> [Record excerpts]:
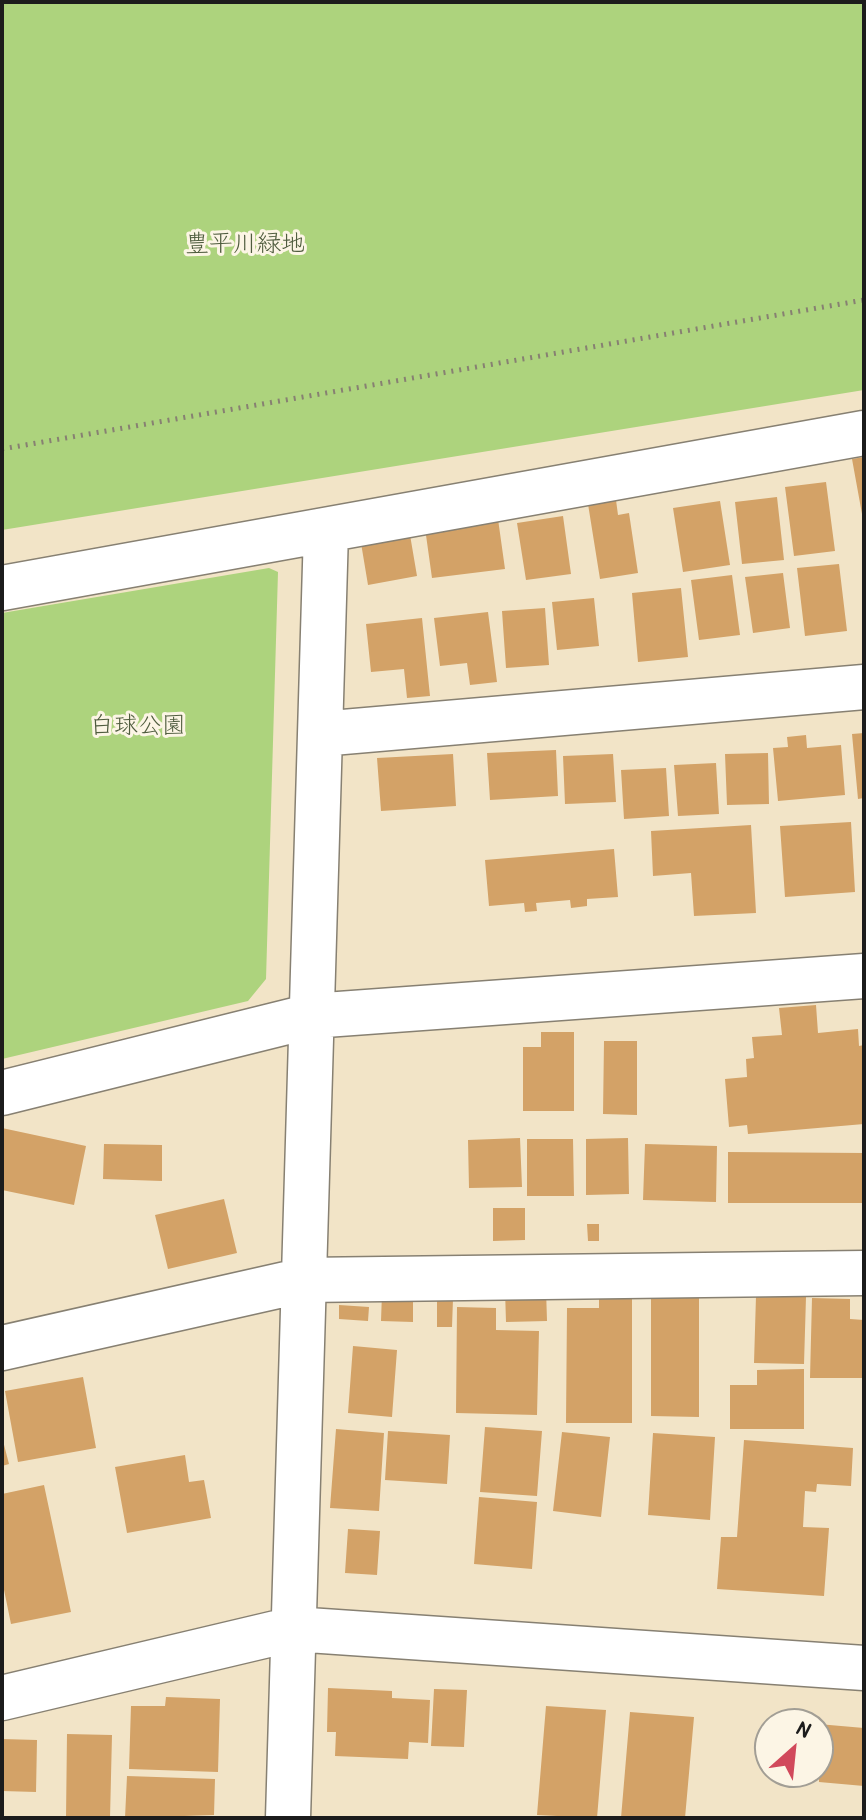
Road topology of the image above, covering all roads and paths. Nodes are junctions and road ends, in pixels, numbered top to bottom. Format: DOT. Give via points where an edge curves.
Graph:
graph roads {
  1 [pos="864,300"];
  2 [pos="864,433"];
  3 [pos="2,449"];
  4 [pos="326,531"];
  5 [pos="2,588"];
  6 [pos="864,687"];
  7 [pos="320,734"];
  8 [pos="864,976"];
  9 [pos="311,1016"];
  10 [pos="2,1093"];
  11 [pos="864,1273"];
  12 [pos="304,1280"];
  13 [pos="2,1348"];
  14 [pos="293,1629"];
  15 [pos="864,1668"];
  16 [pos="2,1698"];
  17 [pos="288,1818"];
  1 -- 3 [label="path"];
  2 -- 4 [label="street"];
  4 -- 5 [label="street"];
  4 -- 7 [label="street"];
  6 -- 7 [label="street"];
  7 -- 9 [label="street"];
  8 -- 9 [label="street"];
  9 -- 10 [label="street"];
  9 -- 12 [label="street"];
  11 -- 12 [label="street"];
  12 -- 13 [label="street"];
  12 -- 14 [label="street"];
  14 -- 15 [label="street"];
  14 -- 16 [label="street"];
  14 -- 17 [label="street"];
}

> [Brief]: Return the data exactly. Do not carry over any images.

> [Task output]:
Road topology of the image above, covering all roads and paths. Nodes are junctions and road ends, in pixels, numbered top to bottom. Format: DOT. Give via points where an edge curves.
Graph:
graph roads {
  1 [pos="864,300"];
  2 [pos="864,433"];
  3 [pos="2,449"];
  4 [pos="326,531"];
  5 [pos="2,588"];
  6 [pos="864,687"];
  7 [pos="320,734"];
  8 [pos="864,976"];
  9 [pos="311,1016"];
  10 [pos="2,1093"];
  11 [pos="864,1273"];
  12 [pos="304,1280"];
  13 [pos="2,1348"];
  14 [pos="293,1629"];
  15 [pos="864,1668"];
  16 [pos="2,1698"];
  17 [pos="288,1818"];
  1 -- 3 [label="path"];
  2 -- 4 [label="street"];
  4 -- 5 [label="street"];
  4 -- 7 [label="street"];
  6 -- 7 [label="street"];
  7 -- 9 [label="street"];
  8 -- 9 [label="street"];
  9 -- 10 [label="street"];
  9 -- 12 [label="street"];
  11 -- 12 [label="street"];
  12 -- 13 [label="street"];
  12 -- 14 [label="street"];
  14 -- 15 [label="street"];
  14 -- 16 [label="street"];
  14 -- 17 [label="street"];
}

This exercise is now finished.